Instructions for the task:
Show every line of the data that includes the word "each".

Given data:
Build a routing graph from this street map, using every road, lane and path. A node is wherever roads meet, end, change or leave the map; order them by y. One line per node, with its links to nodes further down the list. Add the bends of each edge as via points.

---

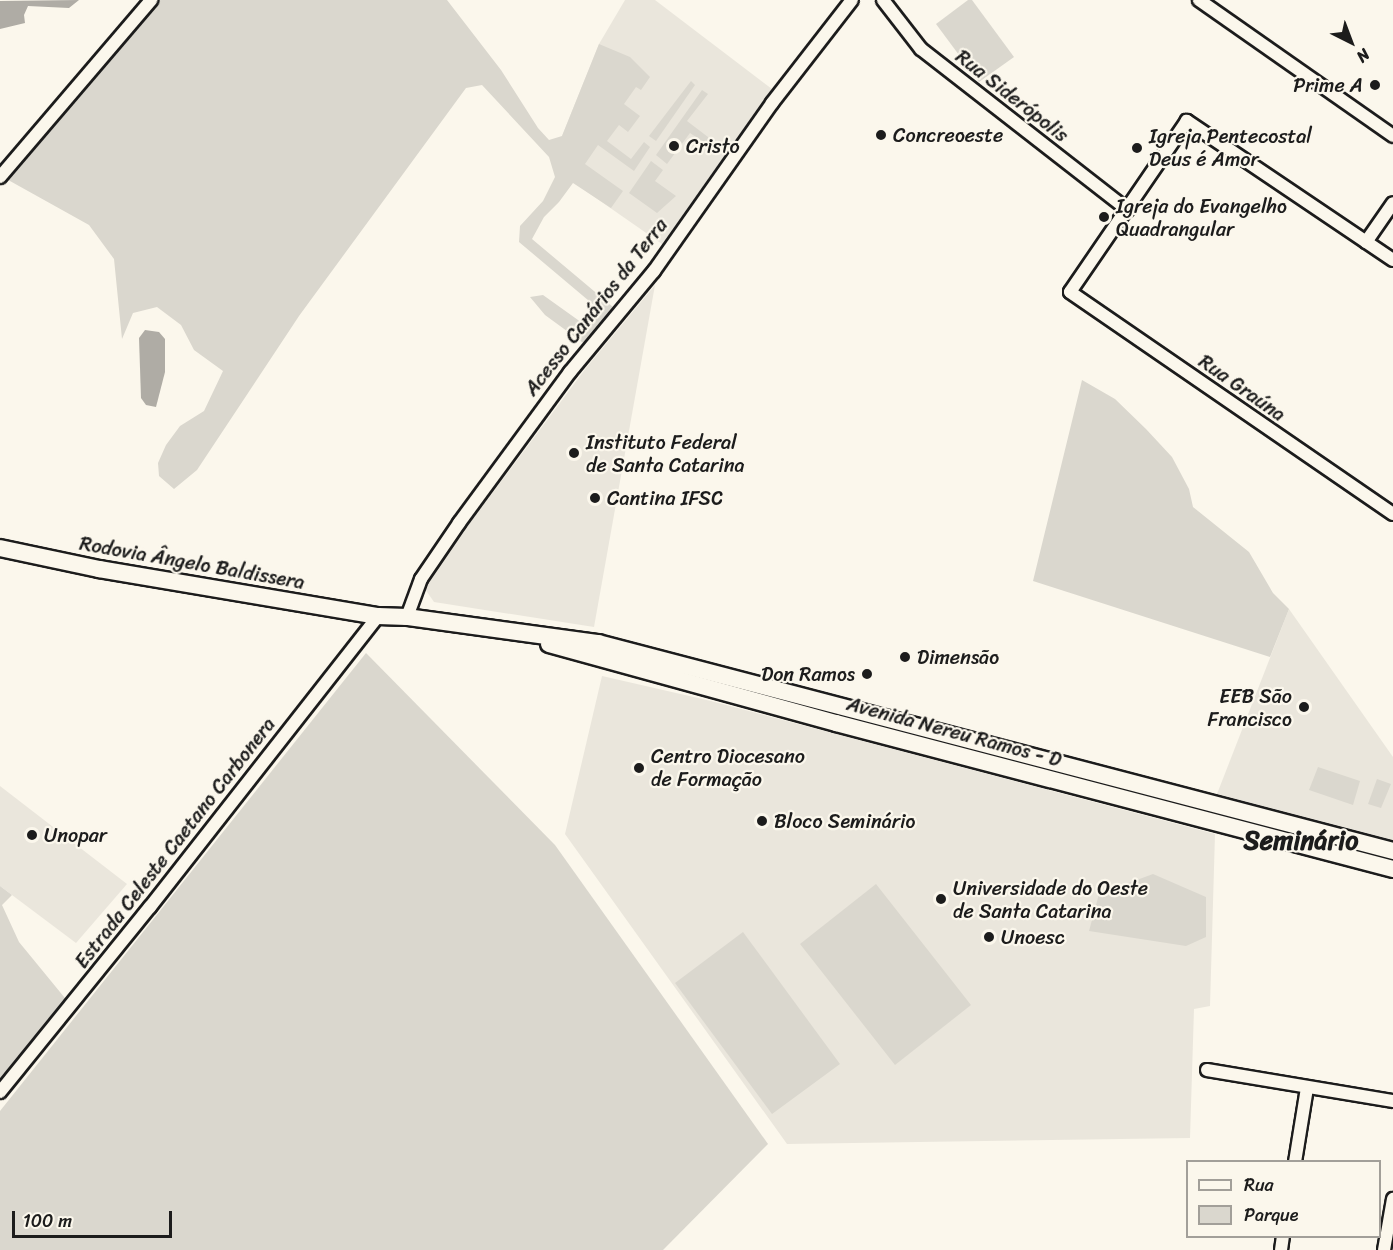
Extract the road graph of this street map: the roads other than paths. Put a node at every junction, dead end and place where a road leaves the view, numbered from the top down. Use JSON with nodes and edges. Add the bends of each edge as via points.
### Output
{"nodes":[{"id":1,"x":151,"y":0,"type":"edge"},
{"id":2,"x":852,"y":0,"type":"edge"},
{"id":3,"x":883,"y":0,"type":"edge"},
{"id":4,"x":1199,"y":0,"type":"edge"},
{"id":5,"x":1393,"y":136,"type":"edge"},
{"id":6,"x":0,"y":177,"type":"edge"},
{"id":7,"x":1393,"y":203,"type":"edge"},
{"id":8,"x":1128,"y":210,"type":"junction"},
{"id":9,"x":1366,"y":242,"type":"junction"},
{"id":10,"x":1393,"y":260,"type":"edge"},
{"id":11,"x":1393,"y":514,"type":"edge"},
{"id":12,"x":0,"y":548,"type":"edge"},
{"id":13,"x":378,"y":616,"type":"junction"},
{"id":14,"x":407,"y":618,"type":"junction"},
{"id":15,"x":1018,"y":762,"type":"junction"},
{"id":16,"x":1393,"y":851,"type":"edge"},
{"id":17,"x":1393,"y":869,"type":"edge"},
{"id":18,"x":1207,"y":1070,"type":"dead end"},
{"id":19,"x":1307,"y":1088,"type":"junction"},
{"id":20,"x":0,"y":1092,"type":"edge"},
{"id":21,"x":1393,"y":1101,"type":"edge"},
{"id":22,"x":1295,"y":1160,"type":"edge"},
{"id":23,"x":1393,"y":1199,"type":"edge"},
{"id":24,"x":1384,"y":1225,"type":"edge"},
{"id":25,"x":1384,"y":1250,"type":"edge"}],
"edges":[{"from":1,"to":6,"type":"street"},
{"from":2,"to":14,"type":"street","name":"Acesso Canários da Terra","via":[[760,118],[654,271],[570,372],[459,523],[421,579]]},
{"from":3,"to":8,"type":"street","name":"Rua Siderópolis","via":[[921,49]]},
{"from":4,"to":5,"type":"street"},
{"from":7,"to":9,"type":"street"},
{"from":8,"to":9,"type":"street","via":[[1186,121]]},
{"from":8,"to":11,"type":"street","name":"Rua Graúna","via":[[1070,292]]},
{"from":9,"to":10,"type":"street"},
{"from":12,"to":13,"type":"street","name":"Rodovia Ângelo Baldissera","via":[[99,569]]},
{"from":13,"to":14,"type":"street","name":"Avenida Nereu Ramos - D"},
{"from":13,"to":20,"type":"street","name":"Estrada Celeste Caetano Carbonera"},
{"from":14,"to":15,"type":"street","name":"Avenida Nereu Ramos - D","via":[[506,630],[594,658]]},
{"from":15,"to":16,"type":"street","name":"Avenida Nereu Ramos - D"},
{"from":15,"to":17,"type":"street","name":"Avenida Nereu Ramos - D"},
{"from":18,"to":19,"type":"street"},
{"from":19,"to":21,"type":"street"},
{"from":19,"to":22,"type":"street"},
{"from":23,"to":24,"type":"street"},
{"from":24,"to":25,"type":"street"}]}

Result of this task:
Build a routing graph from this street map, using every road, lane and path. A node is wherever roads meet, end, change or leave the map; order them by y. One line per node, with its links to nodes further down the list. Add the bends of each edge as via points.
Extract the road graph of this street map: the roads other than paths. Put a node at every junction, dead end and place where a road leaves the view, numbered from the top down. Use JSON with nodes and edges. Add the bends of each edge as via points.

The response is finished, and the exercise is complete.